- _Work instruction_: Select the lines of the records containing the word "Joang" and list them.

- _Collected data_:

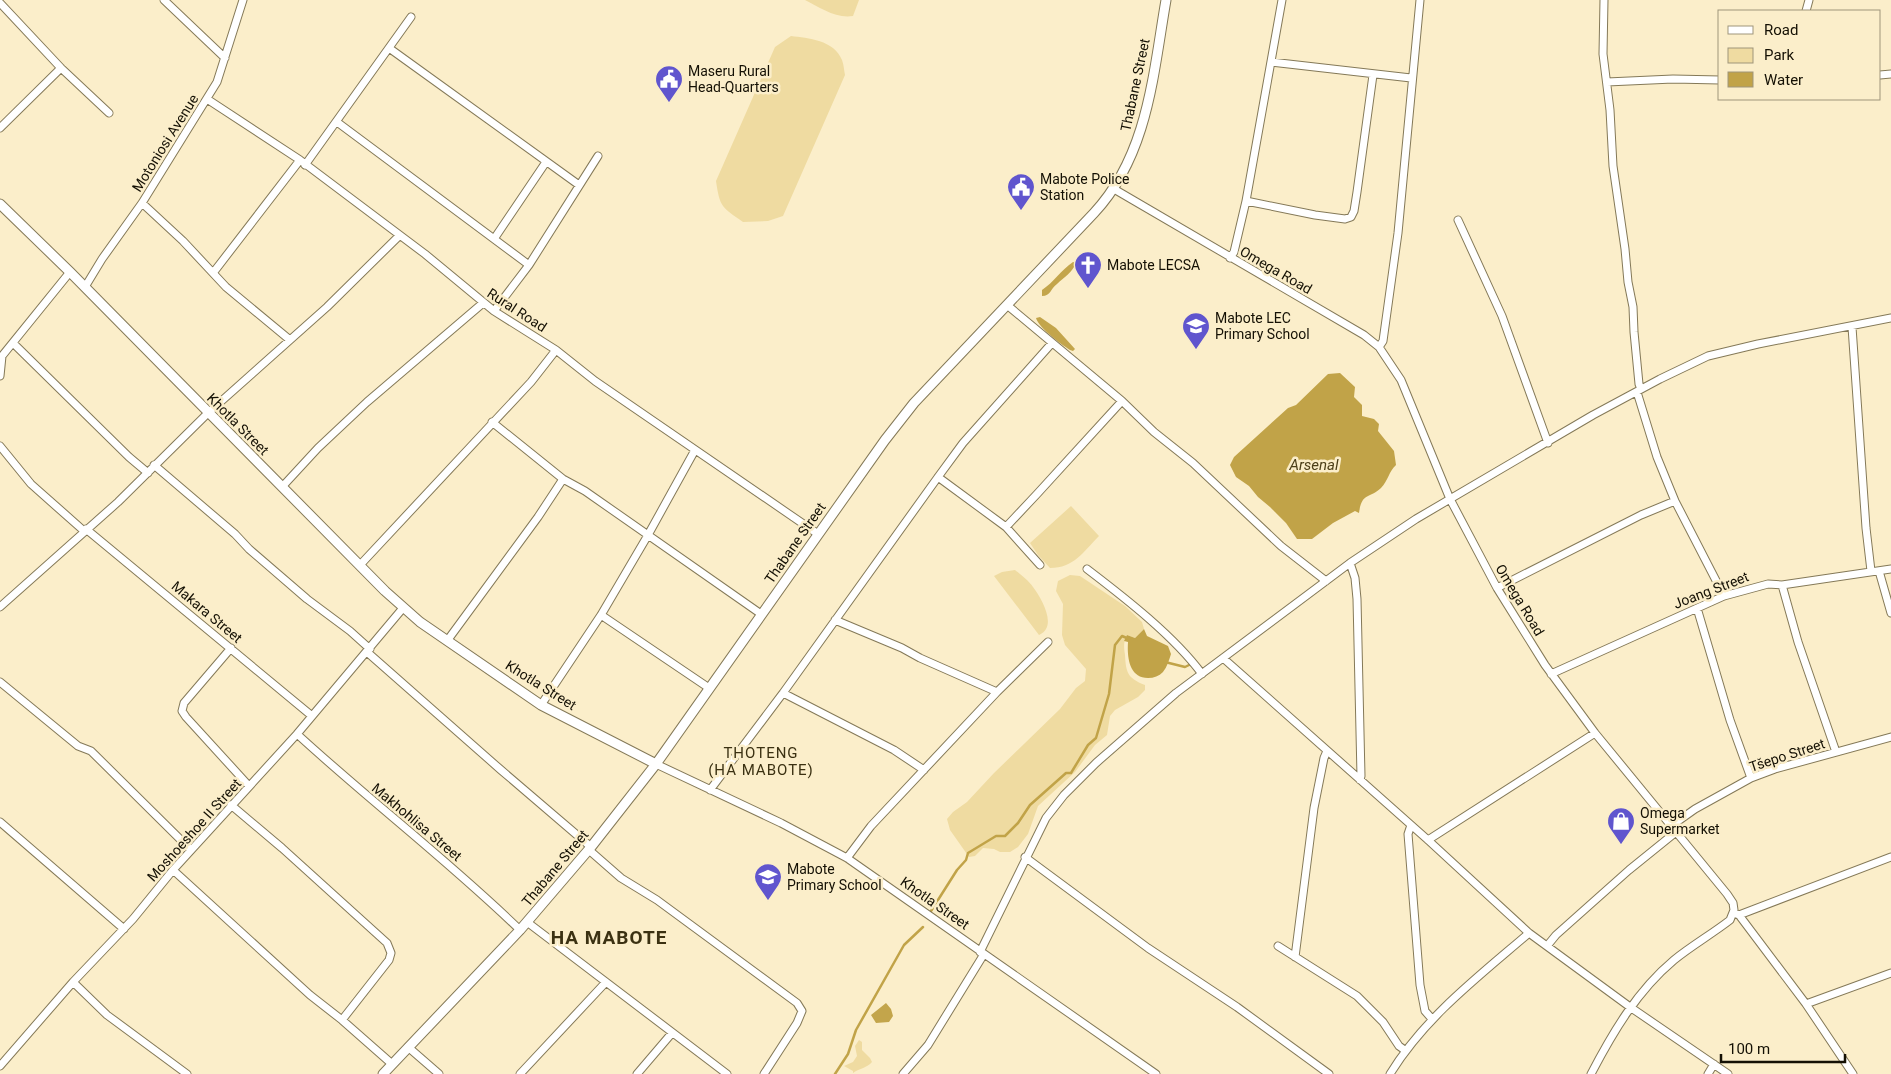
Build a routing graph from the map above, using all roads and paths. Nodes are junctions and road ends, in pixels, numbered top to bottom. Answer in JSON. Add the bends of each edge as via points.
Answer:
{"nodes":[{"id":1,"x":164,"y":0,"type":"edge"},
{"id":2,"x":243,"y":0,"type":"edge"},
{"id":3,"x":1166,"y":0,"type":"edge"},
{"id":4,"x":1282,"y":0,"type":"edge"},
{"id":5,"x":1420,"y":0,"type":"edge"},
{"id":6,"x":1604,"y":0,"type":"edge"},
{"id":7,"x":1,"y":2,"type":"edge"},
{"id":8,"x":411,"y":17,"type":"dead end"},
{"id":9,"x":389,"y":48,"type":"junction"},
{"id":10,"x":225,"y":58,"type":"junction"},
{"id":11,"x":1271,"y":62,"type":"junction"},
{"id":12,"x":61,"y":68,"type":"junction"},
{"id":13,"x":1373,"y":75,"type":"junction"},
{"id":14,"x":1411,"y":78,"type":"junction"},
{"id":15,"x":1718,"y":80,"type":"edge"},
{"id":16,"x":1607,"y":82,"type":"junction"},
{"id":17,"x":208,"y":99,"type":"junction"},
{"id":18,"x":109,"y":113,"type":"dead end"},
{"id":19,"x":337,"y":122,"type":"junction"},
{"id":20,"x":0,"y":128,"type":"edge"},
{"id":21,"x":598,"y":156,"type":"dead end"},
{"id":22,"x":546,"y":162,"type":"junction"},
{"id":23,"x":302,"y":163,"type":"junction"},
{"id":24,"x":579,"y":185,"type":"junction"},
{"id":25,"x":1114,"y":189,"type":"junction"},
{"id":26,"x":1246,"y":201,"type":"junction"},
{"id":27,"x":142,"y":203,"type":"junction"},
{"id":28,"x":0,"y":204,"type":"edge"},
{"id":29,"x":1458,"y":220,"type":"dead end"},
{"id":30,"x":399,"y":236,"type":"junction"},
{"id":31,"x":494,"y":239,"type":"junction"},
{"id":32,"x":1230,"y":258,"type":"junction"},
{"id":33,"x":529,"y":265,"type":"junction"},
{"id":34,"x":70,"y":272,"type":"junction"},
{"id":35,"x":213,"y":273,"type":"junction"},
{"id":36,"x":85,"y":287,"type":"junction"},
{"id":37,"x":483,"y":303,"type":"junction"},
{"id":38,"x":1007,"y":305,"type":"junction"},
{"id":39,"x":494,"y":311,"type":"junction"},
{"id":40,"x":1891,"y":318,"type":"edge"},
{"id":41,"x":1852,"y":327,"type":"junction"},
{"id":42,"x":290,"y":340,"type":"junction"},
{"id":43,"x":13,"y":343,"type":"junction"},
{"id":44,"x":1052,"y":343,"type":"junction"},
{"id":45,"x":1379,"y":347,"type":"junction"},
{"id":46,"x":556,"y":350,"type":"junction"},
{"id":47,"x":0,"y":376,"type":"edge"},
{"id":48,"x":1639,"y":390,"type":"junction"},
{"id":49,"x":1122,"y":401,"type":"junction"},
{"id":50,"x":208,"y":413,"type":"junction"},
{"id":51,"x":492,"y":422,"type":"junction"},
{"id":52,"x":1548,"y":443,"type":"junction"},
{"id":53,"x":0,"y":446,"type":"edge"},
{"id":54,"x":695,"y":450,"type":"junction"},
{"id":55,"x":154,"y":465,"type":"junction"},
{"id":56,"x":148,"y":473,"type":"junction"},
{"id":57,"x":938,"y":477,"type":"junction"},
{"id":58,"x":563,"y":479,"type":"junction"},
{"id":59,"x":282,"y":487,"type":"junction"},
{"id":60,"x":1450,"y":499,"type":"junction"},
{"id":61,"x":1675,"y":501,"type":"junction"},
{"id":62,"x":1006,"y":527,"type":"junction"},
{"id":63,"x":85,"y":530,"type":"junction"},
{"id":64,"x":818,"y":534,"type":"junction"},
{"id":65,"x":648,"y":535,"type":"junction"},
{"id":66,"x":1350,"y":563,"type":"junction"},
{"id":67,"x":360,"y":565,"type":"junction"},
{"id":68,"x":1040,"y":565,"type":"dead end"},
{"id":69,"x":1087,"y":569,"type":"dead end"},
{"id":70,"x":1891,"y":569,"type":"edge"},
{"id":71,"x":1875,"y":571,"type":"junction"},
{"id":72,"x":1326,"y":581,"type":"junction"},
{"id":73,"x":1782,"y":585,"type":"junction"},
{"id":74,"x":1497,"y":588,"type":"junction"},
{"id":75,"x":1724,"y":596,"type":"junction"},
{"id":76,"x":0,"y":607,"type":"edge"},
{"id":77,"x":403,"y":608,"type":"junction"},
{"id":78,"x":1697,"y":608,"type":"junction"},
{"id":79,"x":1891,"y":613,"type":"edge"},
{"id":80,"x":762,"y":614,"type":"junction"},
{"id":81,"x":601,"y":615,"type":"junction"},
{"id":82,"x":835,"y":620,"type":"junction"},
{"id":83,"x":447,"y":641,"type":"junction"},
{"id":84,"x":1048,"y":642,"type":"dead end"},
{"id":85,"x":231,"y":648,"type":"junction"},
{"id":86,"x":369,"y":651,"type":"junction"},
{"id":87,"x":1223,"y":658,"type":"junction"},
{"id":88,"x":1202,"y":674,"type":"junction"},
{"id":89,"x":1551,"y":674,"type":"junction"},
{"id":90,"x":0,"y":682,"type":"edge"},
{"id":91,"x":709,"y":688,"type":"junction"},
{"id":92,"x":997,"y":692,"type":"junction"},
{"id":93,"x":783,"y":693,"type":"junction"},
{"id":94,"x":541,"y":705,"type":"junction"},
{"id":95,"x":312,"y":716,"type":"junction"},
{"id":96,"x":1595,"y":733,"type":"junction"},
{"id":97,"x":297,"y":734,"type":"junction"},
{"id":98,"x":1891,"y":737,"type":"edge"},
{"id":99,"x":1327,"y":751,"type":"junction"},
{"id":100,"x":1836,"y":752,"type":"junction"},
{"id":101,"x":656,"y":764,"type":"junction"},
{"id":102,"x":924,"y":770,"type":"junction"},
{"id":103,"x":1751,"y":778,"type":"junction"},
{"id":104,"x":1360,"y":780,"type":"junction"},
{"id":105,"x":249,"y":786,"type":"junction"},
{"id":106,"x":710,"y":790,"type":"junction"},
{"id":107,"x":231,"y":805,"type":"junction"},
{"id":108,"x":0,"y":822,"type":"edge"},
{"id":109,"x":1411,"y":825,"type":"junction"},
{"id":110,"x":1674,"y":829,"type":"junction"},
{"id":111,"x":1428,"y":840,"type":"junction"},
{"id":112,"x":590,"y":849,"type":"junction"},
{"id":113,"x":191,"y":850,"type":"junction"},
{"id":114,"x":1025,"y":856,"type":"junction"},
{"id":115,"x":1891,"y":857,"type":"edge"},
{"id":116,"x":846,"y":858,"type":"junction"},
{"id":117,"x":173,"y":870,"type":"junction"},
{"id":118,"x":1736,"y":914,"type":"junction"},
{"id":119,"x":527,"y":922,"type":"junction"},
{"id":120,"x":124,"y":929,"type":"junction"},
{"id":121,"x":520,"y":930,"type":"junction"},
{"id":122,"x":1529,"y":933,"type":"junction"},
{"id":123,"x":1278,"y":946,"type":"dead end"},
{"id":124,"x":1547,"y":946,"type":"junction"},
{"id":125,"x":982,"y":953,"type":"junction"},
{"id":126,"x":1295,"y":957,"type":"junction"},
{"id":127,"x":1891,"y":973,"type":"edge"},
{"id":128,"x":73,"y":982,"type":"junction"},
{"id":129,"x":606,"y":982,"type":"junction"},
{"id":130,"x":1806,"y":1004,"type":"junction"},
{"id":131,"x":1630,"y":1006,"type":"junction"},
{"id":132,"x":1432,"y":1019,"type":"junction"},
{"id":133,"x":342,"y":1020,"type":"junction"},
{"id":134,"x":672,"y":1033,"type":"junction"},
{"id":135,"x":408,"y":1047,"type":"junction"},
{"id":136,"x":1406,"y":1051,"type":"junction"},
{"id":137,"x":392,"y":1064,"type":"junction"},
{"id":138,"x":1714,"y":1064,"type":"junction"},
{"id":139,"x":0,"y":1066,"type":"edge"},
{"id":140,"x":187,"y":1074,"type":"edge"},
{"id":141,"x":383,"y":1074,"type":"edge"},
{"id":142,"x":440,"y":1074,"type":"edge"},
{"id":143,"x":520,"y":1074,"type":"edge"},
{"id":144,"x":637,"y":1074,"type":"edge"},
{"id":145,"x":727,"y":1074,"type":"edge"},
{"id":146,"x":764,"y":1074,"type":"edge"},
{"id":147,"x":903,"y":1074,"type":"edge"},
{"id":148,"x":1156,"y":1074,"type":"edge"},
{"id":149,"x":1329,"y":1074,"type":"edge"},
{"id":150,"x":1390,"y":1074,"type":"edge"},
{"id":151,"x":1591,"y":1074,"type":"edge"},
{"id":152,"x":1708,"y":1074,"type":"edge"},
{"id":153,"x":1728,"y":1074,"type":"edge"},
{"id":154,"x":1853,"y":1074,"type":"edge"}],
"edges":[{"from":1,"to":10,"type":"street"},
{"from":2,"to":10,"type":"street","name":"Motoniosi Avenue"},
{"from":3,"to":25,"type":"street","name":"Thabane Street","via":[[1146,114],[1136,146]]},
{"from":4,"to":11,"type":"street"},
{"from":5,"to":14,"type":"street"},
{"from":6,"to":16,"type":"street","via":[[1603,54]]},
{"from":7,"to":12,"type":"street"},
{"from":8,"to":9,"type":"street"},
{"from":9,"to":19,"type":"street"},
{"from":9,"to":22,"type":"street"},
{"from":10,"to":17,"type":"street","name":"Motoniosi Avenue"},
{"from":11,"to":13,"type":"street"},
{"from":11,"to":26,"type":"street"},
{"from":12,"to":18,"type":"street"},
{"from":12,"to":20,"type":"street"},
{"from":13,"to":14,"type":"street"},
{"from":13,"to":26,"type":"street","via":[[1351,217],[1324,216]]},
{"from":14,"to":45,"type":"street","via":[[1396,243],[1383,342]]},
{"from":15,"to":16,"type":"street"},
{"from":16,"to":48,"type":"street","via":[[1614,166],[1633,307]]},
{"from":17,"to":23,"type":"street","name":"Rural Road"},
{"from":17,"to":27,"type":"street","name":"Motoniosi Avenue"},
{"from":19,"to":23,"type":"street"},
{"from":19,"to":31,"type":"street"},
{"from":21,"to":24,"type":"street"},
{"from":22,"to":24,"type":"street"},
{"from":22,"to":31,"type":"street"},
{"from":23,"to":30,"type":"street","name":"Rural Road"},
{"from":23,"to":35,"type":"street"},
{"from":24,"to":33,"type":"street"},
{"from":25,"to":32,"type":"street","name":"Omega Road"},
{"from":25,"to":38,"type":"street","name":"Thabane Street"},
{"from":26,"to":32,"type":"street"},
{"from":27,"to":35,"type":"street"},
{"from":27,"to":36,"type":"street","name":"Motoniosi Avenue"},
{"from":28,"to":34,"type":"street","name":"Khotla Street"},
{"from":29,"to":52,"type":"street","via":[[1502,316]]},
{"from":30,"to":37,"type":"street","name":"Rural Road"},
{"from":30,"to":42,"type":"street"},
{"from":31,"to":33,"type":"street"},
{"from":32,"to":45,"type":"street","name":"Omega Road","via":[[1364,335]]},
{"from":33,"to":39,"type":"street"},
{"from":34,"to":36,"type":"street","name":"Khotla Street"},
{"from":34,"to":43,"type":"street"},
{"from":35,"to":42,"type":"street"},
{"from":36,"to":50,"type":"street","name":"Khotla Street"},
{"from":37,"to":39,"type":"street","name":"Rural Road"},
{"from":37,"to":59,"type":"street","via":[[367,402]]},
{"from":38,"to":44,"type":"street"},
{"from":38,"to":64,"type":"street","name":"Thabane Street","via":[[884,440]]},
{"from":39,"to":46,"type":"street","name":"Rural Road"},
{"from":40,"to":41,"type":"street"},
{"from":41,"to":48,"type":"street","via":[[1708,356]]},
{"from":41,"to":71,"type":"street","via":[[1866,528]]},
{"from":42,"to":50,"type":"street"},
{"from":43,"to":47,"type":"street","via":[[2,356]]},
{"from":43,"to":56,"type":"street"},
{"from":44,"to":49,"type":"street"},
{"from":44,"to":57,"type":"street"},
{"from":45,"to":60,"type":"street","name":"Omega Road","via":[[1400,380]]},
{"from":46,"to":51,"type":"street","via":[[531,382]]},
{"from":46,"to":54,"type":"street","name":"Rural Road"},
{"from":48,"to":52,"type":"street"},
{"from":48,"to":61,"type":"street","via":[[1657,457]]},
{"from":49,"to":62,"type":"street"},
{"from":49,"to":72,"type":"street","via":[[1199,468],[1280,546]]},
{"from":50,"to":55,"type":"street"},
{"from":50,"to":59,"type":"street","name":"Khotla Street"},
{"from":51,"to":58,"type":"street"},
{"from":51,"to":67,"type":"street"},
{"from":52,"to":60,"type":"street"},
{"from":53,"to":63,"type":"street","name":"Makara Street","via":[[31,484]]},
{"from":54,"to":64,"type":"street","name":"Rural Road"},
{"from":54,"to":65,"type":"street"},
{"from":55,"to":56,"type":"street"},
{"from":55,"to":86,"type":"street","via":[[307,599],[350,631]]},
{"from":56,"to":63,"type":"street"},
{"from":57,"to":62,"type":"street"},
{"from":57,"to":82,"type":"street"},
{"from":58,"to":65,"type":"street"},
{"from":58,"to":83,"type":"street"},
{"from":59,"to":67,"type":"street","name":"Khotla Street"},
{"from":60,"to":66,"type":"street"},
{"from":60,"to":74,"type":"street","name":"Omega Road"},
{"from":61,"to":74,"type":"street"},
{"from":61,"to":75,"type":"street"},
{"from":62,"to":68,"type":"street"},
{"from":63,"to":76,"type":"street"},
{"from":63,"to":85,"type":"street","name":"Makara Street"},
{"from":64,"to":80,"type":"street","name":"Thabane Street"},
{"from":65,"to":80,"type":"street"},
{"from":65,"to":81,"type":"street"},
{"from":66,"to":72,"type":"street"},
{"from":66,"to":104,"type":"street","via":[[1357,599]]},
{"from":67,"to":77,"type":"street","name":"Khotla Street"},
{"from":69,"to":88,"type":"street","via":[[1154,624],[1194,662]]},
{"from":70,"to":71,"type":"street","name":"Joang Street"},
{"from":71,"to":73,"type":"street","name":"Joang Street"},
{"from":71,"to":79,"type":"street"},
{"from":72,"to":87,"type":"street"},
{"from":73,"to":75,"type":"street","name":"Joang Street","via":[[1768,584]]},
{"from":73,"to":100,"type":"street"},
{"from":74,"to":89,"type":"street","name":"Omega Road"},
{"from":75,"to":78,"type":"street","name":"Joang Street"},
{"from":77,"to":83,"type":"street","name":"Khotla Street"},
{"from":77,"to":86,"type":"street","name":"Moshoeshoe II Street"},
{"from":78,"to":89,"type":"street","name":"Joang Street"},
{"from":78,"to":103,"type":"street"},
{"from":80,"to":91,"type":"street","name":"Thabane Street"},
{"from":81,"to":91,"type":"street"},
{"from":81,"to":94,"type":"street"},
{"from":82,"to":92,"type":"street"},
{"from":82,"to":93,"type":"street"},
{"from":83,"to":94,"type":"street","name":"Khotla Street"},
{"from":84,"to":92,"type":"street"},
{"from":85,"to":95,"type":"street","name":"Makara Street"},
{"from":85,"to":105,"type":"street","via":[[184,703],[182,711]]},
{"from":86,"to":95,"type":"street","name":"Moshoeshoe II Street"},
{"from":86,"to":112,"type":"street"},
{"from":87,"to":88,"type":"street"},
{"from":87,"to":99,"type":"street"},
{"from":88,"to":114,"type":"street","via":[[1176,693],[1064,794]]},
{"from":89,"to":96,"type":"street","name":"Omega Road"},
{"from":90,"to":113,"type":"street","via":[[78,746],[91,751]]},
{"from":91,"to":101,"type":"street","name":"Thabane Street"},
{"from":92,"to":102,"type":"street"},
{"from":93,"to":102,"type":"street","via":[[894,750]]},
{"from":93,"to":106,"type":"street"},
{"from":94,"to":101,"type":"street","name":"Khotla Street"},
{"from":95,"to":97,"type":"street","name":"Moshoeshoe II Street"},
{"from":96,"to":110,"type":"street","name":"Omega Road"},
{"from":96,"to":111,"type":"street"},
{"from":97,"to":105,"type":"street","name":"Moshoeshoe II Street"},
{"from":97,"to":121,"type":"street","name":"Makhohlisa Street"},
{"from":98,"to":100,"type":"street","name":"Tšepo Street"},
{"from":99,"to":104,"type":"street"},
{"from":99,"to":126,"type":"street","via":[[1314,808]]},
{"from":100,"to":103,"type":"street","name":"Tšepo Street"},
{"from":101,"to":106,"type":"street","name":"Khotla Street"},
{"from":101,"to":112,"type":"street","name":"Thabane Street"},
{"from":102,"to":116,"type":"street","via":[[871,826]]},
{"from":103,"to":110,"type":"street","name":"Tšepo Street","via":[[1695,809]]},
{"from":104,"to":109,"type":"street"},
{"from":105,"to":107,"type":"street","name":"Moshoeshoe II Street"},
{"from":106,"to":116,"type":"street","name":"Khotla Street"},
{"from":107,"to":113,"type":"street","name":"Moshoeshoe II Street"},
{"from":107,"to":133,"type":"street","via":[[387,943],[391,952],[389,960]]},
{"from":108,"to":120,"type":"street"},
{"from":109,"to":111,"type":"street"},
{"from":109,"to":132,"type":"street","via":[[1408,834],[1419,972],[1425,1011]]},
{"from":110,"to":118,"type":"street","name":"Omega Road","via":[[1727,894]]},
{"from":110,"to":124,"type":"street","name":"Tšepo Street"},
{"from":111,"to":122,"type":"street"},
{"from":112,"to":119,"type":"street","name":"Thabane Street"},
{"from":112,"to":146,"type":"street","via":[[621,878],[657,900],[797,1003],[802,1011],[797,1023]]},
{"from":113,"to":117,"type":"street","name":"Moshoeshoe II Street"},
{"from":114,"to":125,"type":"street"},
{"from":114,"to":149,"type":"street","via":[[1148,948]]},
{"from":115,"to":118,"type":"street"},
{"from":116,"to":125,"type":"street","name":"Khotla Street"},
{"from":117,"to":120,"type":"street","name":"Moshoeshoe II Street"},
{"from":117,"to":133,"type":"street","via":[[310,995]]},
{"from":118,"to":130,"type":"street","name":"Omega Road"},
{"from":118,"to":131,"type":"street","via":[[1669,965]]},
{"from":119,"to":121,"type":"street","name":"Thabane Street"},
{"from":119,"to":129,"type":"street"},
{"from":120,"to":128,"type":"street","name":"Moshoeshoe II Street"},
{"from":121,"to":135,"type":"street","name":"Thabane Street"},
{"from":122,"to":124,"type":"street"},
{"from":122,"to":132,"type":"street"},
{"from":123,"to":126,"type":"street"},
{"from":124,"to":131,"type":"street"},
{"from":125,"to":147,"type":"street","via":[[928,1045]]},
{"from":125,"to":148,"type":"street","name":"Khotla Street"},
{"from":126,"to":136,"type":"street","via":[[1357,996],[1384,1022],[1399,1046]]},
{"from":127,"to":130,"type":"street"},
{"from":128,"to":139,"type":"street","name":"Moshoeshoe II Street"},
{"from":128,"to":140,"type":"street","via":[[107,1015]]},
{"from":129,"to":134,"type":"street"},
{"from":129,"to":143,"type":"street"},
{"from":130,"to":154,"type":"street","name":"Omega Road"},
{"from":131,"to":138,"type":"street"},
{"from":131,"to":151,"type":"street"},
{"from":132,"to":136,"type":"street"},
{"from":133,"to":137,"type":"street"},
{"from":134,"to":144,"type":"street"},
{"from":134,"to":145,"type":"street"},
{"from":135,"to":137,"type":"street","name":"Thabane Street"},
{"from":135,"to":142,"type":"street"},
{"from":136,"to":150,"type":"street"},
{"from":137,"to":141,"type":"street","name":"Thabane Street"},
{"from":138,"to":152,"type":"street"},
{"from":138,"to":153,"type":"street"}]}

- _Answer to the problem_:
{"from":70,"to":71,"type":"street","name":"Joang Street"},
{"from":71,"to":73,"type":"street","name":"Joang Street"},
{"from":73,"to":75,"type":"street","name":"Joang Street","via":[[1768,584]]},
{"from":75,"to":78,"type":"street","name":"Joang Street"},
{"from":78,"to":89,"type":"street","name":"Joang Street"},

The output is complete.